The HFC Bank Stadium ( formally known as ANZ Stadium) is a multi-purpose stadium in Suva, Fiji.

HFC Stadium is used primarily for rugby league, rugby union and football matches, and features a track as well as a pitch suitable for worldwide competition. The stadium has a capacity of 15,000.

Construction and renovations
Originally called Buckhurst Park, the stadium was constructed in 1951 on sixteen hectares of land given by William H. B. Buckhurst in 1948.

The stadium was first renovated in 1978–1979 for the Sixth South Pacific Games. Work commenced in April 1978 with the demolition of the grandstand, which had lost its roof during Hurricane Bebe. The stadium was renamed National Stadium upon reopening in 1979.

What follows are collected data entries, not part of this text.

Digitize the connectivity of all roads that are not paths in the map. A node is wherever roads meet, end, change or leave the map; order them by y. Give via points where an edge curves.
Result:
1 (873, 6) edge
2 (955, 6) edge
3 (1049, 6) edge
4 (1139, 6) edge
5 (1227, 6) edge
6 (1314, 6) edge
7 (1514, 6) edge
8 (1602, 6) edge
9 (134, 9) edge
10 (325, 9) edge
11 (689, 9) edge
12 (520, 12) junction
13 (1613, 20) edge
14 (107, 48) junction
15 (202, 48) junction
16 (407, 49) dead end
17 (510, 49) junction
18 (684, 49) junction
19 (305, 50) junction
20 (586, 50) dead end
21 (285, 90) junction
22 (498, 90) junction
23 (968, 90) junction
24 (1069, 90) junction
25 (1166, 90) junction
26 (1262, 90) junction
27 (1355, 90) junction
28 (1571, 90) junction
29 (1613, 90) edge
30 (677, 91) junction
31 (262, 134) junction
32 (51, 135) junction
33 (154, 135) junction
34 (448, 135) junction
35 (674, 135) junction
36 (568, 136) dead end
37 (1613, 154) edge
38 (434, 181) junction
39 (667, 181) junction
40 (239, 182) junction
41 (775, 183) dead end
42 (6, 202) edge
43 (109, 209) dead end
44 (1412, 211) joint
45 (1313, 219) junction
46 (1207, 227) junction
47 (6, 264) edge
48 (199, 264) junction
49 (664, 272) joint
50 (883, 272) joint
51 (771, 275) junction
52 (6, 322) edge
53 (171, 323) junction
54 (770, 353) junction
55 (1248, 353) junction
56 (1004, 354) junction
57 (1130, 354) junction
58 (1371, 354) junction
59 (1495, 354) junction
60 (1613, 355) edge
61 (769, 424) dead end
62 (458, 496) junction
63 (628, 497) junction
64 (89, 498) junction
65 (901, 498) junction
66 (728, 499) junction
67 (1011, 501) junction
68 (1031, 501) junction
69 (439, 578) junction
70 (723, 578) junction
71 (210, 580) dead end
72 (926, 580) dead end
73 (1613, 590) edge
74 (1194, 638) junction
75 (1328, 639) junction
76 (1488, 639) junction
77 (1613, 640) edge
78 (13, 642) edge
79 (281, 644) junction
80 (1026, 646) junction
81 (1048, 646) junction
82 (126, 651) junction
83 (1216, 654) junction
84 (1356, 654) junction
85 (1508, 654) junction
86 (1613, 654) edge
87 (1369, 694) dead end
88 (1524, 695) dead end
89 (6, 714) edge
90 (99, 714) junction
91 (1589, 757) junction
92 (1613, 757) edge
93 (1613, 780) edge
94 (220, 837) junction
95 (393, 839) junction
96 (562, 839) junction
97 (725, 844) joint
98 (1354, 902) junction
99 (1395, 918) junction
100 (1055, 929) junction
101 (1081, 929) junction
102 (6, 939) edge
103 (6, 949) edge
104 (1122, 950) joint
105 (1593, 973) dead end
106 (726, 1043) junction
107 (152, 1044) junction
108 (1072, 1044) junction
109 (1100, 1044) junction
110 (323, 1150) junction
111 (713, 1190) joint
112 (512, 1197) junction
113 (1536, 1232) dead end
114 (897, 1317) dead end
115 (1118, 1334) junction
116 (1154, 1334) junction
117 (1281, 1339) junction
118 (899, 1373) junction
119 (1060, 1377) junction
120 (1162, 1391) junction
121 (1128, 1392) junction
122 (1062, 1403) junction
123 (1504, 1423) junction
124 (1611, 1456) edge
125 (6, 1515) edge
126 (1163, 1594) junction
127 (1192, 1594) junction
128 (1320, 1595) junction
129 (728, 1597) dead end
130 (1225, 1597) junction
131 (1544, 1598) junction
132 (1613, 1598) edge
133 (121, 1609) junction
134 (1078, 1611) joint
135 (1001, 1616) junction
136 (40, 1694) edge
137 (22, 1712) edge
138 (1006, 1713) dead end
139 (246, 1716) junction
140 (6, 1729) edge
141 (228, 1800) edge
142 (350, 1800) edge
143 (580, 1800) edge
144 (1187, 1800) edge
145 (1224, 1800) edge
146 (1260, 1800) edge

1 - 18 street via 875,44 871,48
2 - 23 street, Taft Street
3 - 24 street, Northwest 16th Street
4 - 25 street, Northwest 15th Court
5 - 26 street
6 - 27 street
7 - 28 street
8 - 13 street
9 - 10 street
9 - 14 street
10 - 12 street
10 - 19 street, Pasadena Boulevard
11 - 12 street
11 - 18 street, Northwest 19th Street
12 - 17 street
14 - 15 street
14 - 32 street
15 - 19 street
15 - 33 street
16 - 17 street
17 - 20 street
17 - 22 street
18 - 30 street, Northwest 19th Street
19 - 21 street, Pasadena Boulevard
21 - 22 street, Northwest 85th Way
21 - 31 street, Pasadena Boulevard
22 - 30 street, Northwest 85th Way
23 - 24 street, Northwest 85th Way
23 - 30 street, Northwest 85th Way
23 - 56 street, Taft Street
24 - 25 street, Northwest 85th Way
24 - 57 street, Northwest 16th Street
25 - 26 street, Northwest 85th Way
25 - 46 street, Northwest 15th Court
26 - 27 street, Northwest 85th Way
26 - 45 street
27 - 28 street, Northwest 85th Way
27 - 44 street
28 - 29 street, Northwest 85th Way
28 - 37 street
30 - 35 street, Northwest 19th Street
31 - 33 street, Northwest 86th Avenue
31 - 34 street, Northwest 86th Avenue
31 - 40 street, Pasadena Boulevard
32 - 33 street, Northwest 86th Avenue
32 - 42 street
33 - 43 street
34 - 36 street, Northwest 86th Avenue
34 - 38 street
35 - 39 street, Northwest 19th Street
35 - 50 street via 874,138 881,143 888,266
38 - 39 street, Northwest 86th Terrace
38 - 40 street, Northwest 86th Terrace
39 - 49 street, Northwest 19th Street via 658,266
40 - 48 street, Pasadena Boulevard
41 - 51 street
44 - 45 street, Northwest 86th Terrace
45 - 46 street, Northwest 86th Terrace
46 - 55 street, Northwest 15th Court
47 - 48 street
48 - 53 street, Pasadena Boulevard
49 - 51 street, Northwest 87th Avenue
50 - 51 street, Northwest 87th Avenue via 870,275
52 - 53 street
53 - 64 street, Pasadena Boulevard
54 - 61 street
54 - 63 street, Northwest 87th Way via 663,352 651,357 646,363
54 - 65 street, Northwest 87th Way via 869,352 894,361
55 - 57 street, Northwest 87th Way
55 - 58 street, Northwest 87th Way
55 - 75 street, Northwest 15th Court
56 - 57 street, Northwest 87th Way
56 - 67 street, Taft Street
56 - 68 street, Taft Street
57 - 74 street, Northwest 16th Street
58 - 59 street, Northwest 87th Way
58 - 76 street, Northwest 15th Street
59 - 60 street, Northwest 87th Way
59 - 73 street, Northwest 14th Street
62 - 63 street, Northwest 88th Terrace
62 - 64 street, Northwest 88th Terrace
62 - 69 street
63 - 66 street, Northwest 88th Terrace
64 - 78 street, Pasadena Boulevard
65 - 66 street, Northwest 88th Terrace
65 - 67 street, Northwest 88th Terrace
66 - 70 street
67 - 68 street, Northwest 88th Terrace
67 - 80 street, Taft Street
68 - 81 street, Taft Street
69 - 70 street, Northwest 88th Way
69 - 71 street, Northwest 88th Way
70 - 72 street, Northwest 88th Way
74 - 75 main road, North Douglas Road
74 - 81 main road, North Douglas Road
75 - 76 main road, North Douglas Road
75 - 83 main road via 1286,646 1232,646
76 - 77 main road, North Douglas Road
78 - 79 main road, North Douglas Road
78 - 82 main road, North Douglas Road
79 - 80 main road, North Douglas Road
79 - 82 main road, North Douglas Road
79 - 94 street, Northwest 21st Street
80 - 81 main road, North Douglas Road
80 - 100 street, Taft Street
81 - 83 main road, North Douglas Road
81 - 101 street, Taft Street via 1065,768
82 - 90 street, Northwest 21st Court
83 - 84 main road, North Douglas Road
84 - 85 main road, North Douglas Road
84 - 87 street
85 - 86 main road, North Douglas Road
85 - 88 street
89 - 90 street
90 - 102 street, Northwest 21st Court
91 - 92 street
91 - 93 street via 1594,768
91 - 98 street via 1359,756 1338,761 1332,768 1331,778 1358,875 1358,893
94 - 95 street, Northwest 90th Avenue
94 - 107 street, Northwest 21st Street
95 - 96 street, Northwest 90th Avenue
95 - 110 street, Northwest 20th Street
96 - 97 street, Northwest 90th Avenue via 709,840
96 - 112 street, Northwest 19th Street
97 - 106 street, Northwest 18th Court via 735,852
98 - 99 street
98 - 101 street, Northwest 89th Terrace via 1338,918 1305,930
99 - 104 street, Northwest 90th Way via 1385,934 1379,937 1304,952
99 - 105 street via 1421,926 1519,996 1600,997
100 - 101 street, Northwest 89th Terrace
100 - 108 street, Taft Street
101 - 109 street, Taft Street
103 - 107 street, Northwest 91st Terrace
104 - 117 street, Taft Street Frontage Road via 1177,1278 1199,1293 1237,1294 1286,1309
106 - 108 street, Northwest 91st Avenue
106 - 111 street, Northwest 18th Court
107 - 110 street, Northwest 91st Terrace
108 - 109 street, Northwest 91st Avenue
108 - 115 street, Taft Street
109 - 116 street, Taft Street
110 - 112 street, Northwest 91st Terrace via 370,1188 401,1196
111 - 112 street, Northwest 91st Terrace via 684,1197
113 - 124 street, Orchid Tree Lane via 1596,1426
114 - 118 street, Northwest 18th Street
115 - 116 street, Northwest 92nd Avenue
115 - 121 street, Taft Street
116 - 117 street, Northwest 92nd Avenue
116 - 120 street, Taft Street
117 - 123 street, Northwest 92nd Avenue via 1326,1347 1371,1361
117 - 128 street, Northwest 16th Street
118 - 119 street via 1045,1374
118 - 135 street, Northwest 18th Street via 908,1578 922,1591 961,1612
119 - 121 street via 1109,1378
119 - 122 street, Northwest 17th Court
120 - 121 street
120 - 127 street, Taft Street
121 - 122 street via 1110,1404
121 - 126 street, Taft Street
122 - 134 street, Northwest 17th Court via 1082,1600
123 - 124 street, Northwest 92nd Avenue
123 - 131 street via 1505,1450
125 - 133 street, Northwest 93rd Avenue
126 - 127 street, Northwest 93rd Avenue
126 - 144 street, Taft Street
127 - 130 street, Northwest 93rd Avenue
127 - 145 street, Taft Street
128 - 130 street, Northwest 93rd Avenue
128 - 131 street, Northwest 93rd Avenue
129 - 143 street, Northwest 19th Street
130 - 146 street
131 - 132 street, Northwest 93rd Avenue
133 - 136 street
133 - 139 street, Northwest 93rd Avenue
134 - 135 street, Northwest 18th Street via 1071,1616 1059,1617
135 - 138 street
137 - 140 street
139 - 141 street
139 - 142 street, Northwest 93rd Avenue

A second renovation took place in 2012, sponsored by ANZ Fiji, Fiji's largest bank, at a cost of FJD $17.5 million. The stadium reopened in March 2013, with a rugby union game between the Fiji national team and Classic All Blacks.

In June 2022, the Fiji Sports Council announced HFC Bank as the new naming right sponsor of the stadium with the new name designated as HFC Bank Stadium.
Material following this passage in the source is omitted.